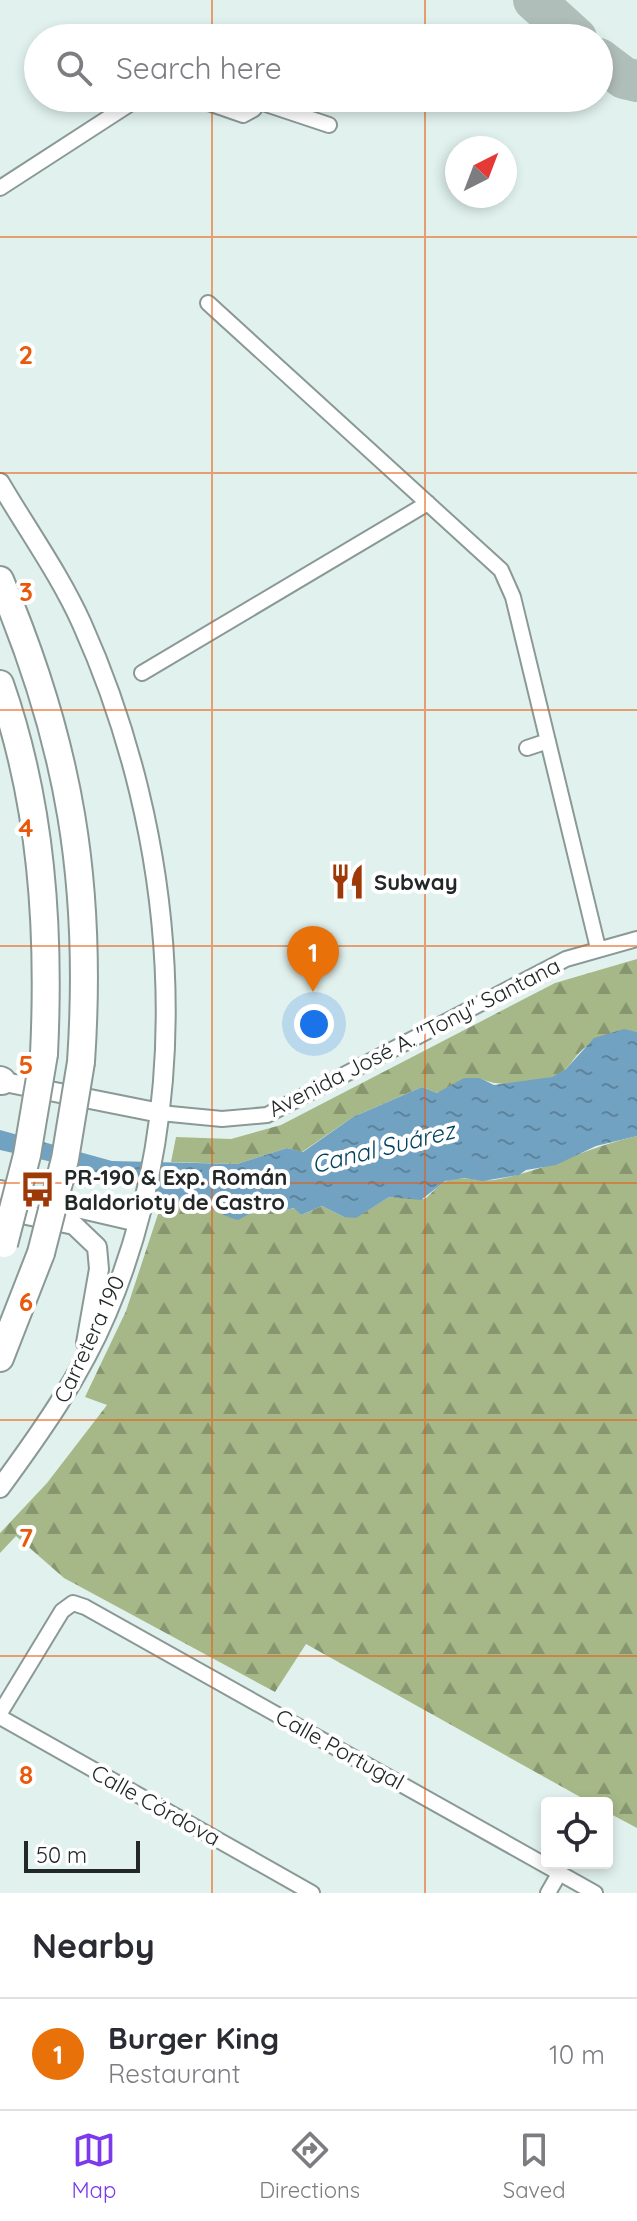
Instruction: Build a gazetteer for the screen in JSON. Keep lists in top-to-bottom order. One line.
{"streets":{"street":["Avenida José A. \"Tony\" Santana","Carretera 190","Calle Portugal","Calle Córdova"]},"crossings":[["Avenida José A. \"Tony\" Santana","Carretera 190"],["Calle Portugal","Calle Córdova"]],"water":["Canal Suárez"],"places":{"restaurant":["Subway"],"bus stop":["PR-190 & Exp. Román Baldorioty de Castro"]},"scale_bar":"50 m","north":"top right","page":{"search":"Search here","pins":"1","scale":"50 m","heading":"Nearby","list":[{"mark":"1","name":"Burger King","note":"Restaurant","value":"10 m"}],"nav":["Map","Directions","Saved"]},"grid":{"rows":["2","3","4","5","6","7","8"]}}
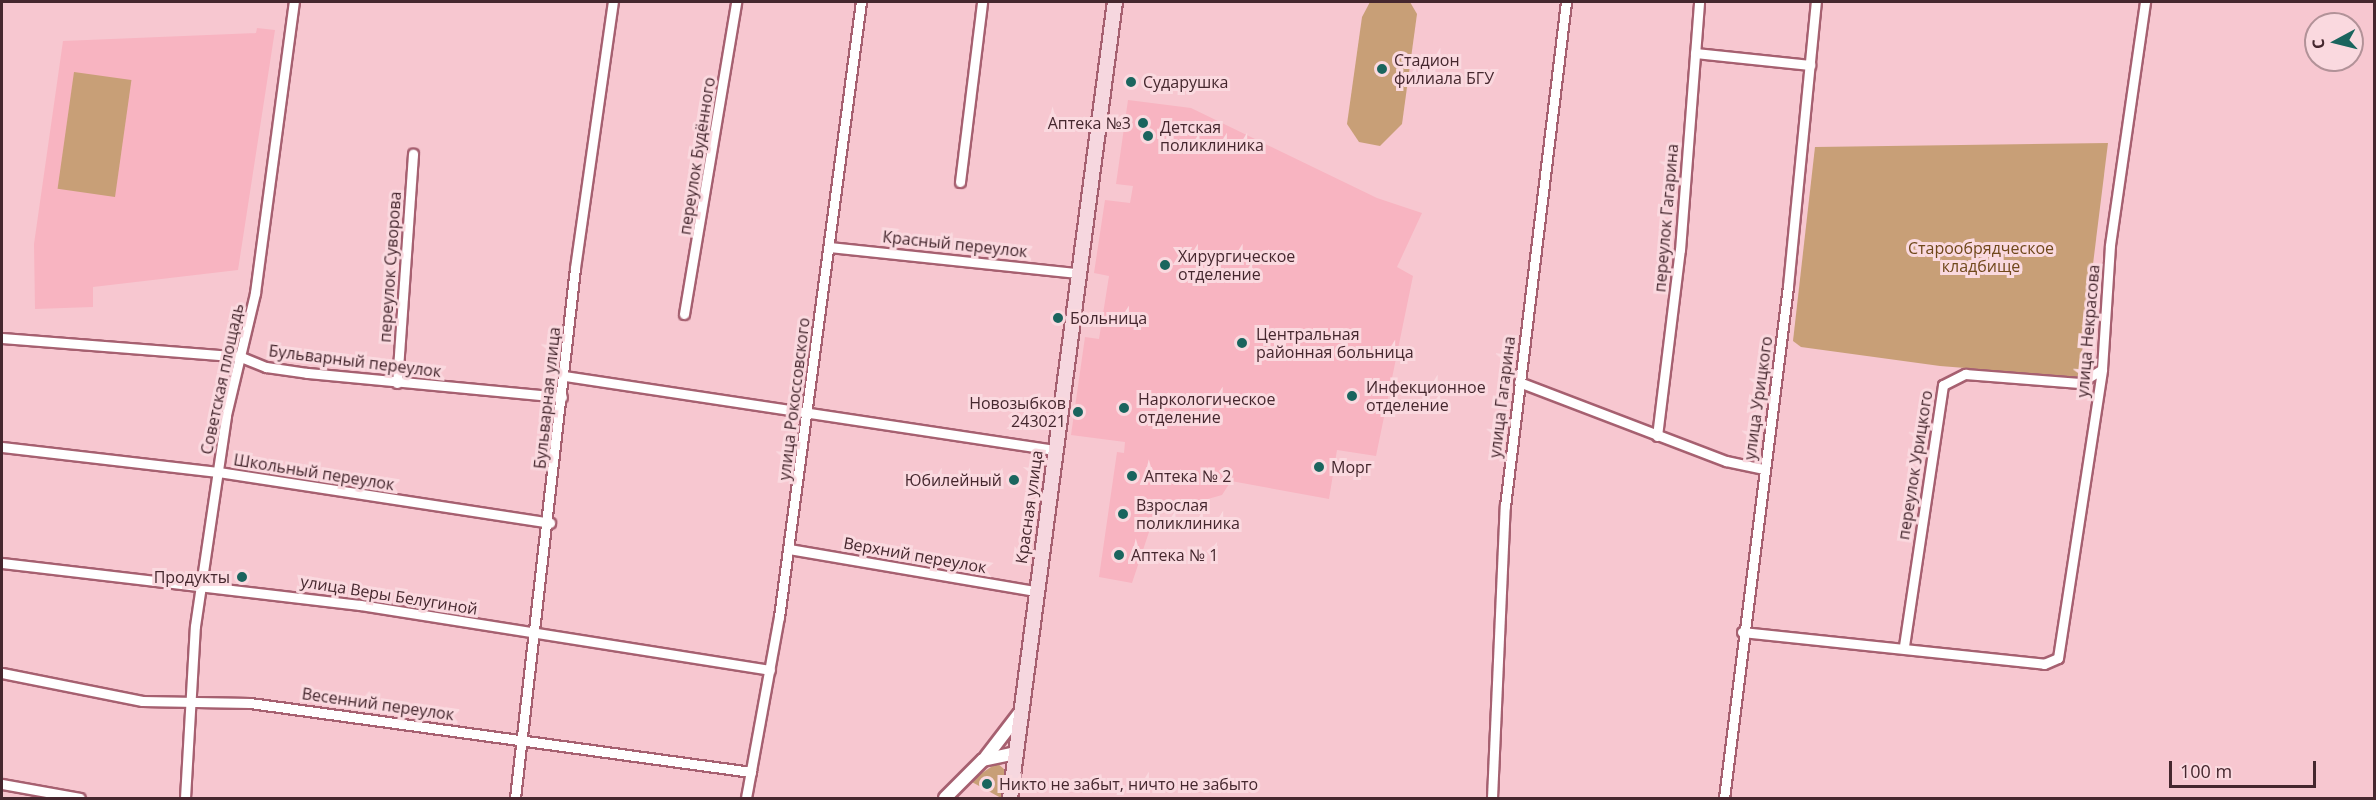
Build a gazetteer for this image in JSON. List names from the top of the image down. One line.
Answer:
{"streets":{"main road":["Красная улица"],"street":["переулок Будённого","переулок Гагарина","Красный переулок","переулок Суворова","улица Некрасова","Бульварный переулок","Советская площадь","улица Гагарина","Бульварная улица","улица Урицкого","улица Рокоссовского","переулок Урицкого","Школьный переулок","Верхний переулок","улица Веры Белугиной","Весенний переулок"]},"crossings":[["Красный переулок","улица Рокоссовского"],["Красный переулок","Красная улица"],["переулок Суворова","Бульварный переулок"],["улица Некрасова","переулок Урицкого"],["Бульварный переулок","Советская площадь"],["Бульварный переулок","Бульварная улица"],["Советская площадь","Школьный переулок"],["Советская площадь","улица Веры Белугиной"],["Советская площадь","Весенний переулок"],["Бульварная улица","Школьный переулок"],["Бульварная улица","улица Веры Белугиной"],["Бульварная улица","Весенний переулок"],["улица Рокоссовского","Верхний переулок"],["улица Рокоссовского","улица Веры Белугиной"],["улица Рокоссовского","Весенний переулок"],["Красная улица","Верхний переулок"]],"parks":["Старообрядческое кладбище"],"places":["Стадион филиала БГУ","Сударушка","Аптека №3","Детская поликлиника","Хирургическое отделение","Больница","Центральная районная больница","Инфекционное отделение","Наркологическое отделение","Новозыбков 243021","Морг","Аптека № 2","Юбилейный","Взрослая поликлиника","Аптека № 1","Продукты","Никто не забыт, ничто не забыто"],"scale_bar":"100 m","north":"left"}
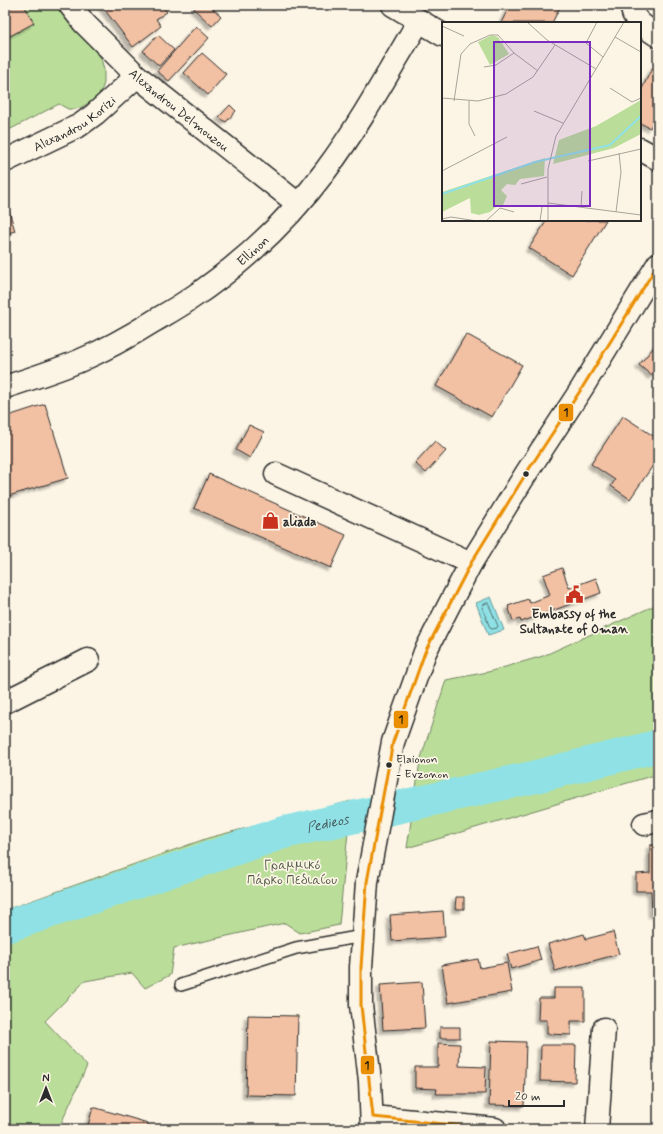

*EXERCISE BRIEF*. Your answer should reproduce each line of the listing that holds the word "JSON".

*TASK RESULT*.
Instruction: Build a gazetteer for the screen in JSON. Keep lists in top-to-bottom order. One line.
Build a gazetteer for this image in JSON. List names from the top of the image down. One line.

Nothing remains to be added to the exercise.